NASA revela novas imagens do cometa interestelar 31/ATLAS
As observações do cometa começaram a partir de Marte, onde três espaçonaves da Agencia Espacial dos EUA capturaram imagens valiosas.
A descoberta feita pela NASA da chegada do cometa 3I/ATLAS no sistema solar marcou um momento significativo na história da observação espacial. Este cometa é apenas o terceiro objeto interestelar identificado que passa pelo nosso sistema solar, oferecendo uma rara oportunidade de estudo para cientistas e astrônomos.
Descoberto em 1º de julho por um telescópio da NASA no Chile, o 3I/ATLAS tem sido alvo de uma intensa campanha de observação que envolve diversas missões espaciais da NASA.
As observações do cometa começaram a partir de Marte, onde três espaçonaves da NASA capturaram imagens valiosas. A Mars Reconnaissance Orbiter registrou uma das imagens mais próximas, enquanto a sonda MAVEN obteve imagens ultravioleta para ajudar a desvendar a composição do cometa.
Além disso, o rover Perseverance conseguiu uma vista tênue do cometa a partir da superfície do planeta vermelho. Essas observações fornecerão dados importantes que ajudarão na compreensão das diferenças entre o cometa interestelar e os cometas “domésticos” do nosso sistema solar.
Quais recursos NASA utilizou para observar o cometa próximo ao Sol?
Algumas das missões de heliosfera da NASA têm a capacidade única de observar regiões do céu próximas ao Sol, permitindo-lhes acompanhar o cometa 3I/ATLAS quando ele passou por trás do Sol visto da Terra.
Durante este período, a observação através de telescópios terrestres tornou-se impossível. A missão STEREO da NASA foi responsável por coletar imagens entre 11 de setembro e 2 de outubro.
Simultaneamente, o observatório solar SOHO, uma colaboração entre a ESA e a NASA, registrou imagens do cometa entre 15 e 26 de outubro.

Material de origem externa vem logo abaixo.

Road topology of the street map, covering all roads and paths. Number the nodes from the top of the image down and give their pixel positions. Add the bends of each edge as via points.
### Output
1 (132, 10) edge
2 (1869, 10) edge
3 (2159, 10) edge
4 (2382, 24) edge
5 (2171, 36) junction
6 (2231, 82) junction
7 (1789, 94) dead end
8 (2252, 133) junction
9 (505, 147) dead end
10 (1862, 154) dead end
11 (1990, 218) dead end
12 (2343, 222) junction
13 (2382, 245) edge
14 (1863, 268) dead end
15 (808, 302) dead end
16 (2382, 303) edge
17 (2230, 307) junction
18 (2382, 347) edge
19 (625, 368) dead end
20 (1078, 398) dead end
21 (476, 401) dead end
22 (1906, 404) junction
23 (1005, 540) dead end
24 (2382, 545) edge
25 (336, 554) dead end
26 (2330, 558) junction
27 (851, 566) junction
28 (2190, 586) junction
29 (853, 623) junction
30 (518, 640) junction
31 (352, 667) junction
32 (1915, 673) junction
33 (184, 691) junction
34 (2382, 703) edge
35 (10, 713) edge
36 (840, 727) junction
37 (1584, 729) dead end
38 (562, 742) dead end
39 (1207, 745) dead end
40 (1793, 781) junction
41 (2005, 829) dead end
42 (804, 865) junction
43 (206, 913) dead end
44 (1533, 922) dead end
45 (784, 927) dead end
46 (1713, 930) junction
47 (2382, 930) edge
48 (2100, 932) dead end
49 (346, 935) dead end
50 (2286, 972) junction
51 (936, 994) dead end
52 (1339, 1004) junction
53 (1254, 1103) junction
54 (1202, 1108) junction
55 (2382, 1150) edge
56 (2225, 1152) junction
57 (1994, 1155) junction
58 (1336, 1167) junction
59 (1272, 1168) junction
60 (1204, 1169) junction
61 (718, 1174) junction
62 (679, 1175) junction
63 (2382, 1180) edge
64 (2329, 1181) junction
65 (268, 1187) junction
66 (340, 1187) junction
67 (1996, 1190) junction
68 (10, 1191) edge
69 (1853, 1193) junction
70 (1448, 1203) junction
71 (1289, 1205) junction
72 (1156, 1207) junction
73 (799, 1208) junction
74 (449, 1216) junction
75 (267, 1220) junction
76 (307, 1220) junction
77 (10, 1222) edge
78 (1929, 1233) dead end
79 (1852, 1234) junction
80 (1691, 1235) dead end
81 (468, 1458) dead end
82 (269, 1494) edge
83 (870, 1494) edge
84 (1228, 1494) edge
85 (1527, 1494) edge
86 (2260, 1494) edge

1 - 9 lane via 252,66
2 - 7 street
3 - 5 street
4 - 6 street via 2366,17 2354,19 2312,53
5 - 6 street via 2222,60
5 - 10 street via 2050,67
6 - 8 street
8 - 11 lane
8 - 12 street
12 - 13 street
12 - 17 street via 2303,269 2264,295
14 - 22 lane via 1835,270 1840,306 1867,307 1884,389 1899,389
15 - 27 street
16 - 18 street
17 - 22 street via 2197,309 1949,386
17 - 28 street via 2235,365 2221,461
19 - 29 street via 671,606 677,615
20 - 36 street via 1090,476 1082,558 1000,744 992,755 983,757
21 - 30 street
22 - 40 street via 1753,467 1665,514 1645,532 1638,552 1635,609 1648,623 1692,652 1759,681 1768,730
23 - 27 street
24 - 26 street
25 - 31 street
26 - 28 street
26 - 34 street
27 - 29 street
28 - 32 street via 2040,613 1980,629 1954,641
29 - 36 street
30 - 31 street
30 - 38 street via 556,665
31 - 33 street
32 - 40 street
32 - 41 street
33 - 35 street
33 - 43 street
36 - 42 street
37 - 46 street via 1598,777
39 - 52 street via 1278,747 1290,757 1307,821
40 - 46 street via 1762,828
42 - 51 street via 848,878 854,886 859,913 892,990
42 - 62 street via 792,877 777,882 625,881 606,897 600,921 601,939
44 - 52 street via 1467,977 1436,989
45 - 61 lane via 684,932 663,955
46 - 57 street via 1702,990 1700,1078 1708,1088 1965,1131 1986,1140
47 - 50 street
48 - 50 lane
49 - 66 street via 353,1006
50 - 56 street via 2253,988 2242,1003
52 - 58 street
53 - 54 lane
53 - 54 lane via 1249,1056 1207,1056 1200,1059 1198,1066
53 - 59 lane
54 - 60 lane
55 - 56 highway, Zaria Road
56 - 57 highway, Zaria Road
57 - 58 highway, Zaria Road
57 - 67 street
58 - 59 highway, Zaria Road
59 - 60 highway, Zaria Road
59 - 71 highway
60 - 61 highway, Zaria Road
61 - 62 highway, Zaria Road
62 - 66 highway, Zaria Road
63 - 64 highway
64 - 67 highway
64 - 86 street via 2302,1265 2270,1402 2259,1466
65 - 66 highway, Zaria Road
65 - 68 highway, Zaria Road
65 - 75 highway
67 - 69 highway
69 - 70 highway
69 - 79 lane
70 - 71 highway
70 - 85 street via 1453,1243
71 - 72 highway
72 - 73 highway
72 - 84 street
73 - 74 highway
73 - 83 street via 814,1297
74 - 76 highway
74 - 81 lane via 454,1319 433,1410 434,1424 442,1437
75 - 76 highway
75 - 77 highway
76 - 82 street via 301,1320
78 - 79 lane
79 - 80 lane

Outro destaque foi a missão PUNCH, que revelou a cauda do cometa durante observações feitas de 20 de setembro a 3 de outubro.
We've just released the latest images of the interstellar comet 3I/ATLAS, as observed by eight different spacecraft, satellites, and telescopes.
— NASA (@NASA) November 19, 2025
Here's what we've learned about the comet — and how we're studying it across the solar system: https://t.co/ZIt1Qq6DSp pic.twitter.com/ITD6BqVlGn
Qual é a contribuição das missões espaciais em asteroides na observação do cometa?
As espaçonaves Psyche e Lucy, ambas atualmente viajando em suas respectivas missões para estudar asteroides, também contribuíram para o monitoramento do 3I/ATLAS.
A Psyche adquiriu múltiplas observações do cometa durante oito horas, o que auxiliará na precisão da trajetória do cometa.
Da mesma forma, a Lucy registrou uma série de imagens a uma considerável distância, fornecendo detalhes adicionais sobre a coma e a cauda do cometa.
Tais imagens são fundamentais para aumentar a compreensão sobre os objetos que visitam nosso sistema solar oriundos de outros sistemas estelares.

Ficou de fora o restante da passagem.